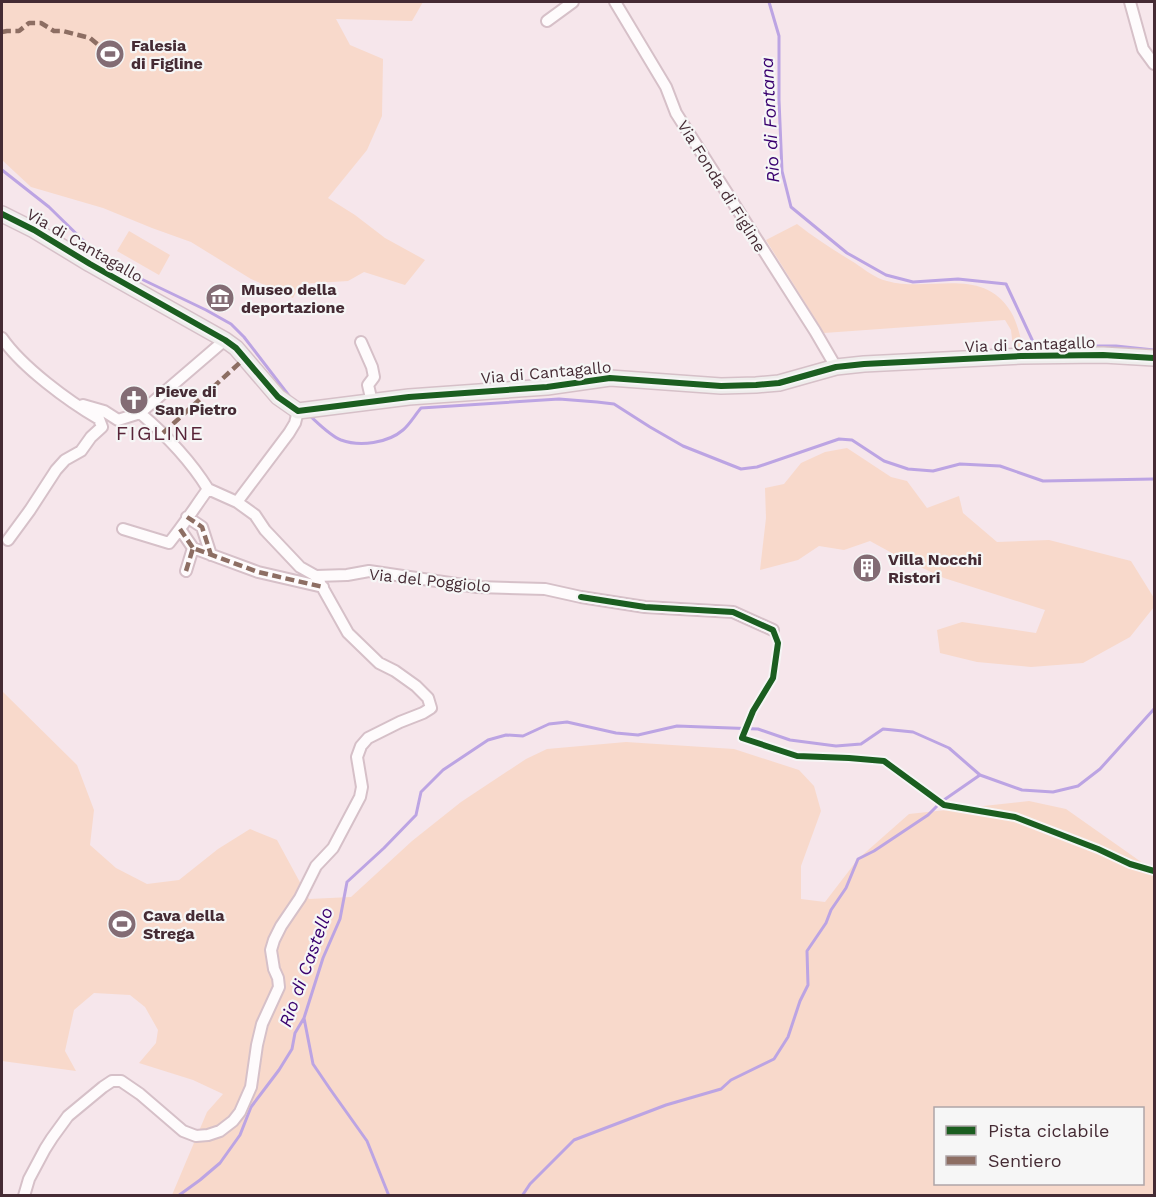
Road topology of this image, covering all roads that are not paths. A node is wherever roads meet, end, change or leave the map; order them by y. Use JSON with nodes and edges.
{"nodes":[{"id":1,"x":573,"y":2,"type":"edge"},
{"id":2,"x":615,"y":2,"type":"edge"},
{"id":3,"x":1130,"y":2,"type":"edge"},
{"id":4,"x":547,"y":21,"type":"dead end"},
{"id":5,"x":1155,"y":64,"type":"edge"},
{"id":6,"x":2,"y":214,"type":"edge"},
{"id":7,"x":2,"y":338,"type":"edge"},
{"id":8,"x":225,"y":340,"type":"junction"},
{"id":9,"x":361,"y":342,"type":"dead end"},
{"id":10,"x":1155,"y":358,"type":"edge"},
{"id":11,"x":836,"y":367,"type":"junction"},
{"id":12,"x":372,"y":402,"type":"junction"},
{"id":13,"x":79,"y":408,"type":"junction"},
{"id":14,"x":304,"y":410,"type":"junction"},
{"id":15,"x":140,"y":413,"type":"junction"},
{"id":16,"x":208,"y":489,"type":"junction"},
{"id":17,"x":237,"y":502,"type":"junction"},
{"id":18,"x":187,"y":517,"type":"junction"},
{"id":19,"x":123,"y":529,"type":"dead end"},
{"id":20,"x":180,"y":529,"type":"junction"},
{"id":21,"x":8,"y":540,"type":"dead end"},
{"id":22,"x":194,"y":548,"type":"junction"},
{"id":23,"x":211,"y":555,"type":"junction"},
{"id":24,"x":186,"y":571,"type":"dead end"},
{"id":25,"x":316,"y":576,"type":"junction"},
{"id":26,"x":322,"y":587,"type":"junction"},
{"id":27,"x":773,"y":630,"type":"dead end"},
{"id":28,"x":24,"y":1196,"type":"edge"}],
"edges":[{"from":1,"to":4,"type":"street"},
{"from":2,"to":11,"type":"street","name":"Via Fonda di Figline"},
{"from":3,"to":5,"type":"street"},
{"from":6,"to":8,"type":"street","name":"Via di Cantagallo"},
{"from":7,"to":13,"type":"street"},
{"from":8,"to":14,"type":"street","name":"Via di Cantagallo"},
{"from":8,"to":15,"type":"street"},
{"from":9,"to":12,"type":"street"},
{"from":10,"to":11,"type":"street","name":"Via di Cantagallo"},
{"from":11,"to":12,"type":"street","name":"Via di Cantagallo"},
{"from":12,"to":14,"type":"street","name":"Via di Cantagallo"},
{"from":13,"to":15,"type":"street"},
{"from":13,"to":21,"type":"street"},
{"from":14,"to":17,"type":"street"},
{"from":15,"to":16,"type":"street"},
{"from":16,"to":17,"type":"street"},
{"from":16,"to":18,"type":"street"},
{"from":17,"to":25,"type":"street"},
{"from":18,"to":20,"type":"street"},
{"from":18,"to":23,"type":"street"},
{"from":19,"to":20,"type":"street"},
{"from":20,"to":22,"type":"street"},
{"from":22,"to":23,"type":"street"},
{"from":22,"to":24,"type":"street"},
{"from":23,"to":26,"type":"street"},
{"from":25,"to":26,"type":"street"},
{"from":25,"to":27,"type":"street","name":"Via del Poggiolo"},
{"from":26,"to":28,"type":"street"}]}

▶ Exercise goal
Wherever "dead" appears in a line of the entries, copy that line.

▶ Task result
{"id":4,"x":547,"y":21,"type":"dead end"},
{"id":9,"x":361,"y":342,"type":"dead end"},
{"id":19,"x":123,"y":529,"type":"dead end"},
{"id":21,"x":8,"y":540,"type":"dead end"},
{"id":24,"x":186,"y":571,"type":"dead end"},
{"id":27,"x":773,"y":630,"type":"dead end"},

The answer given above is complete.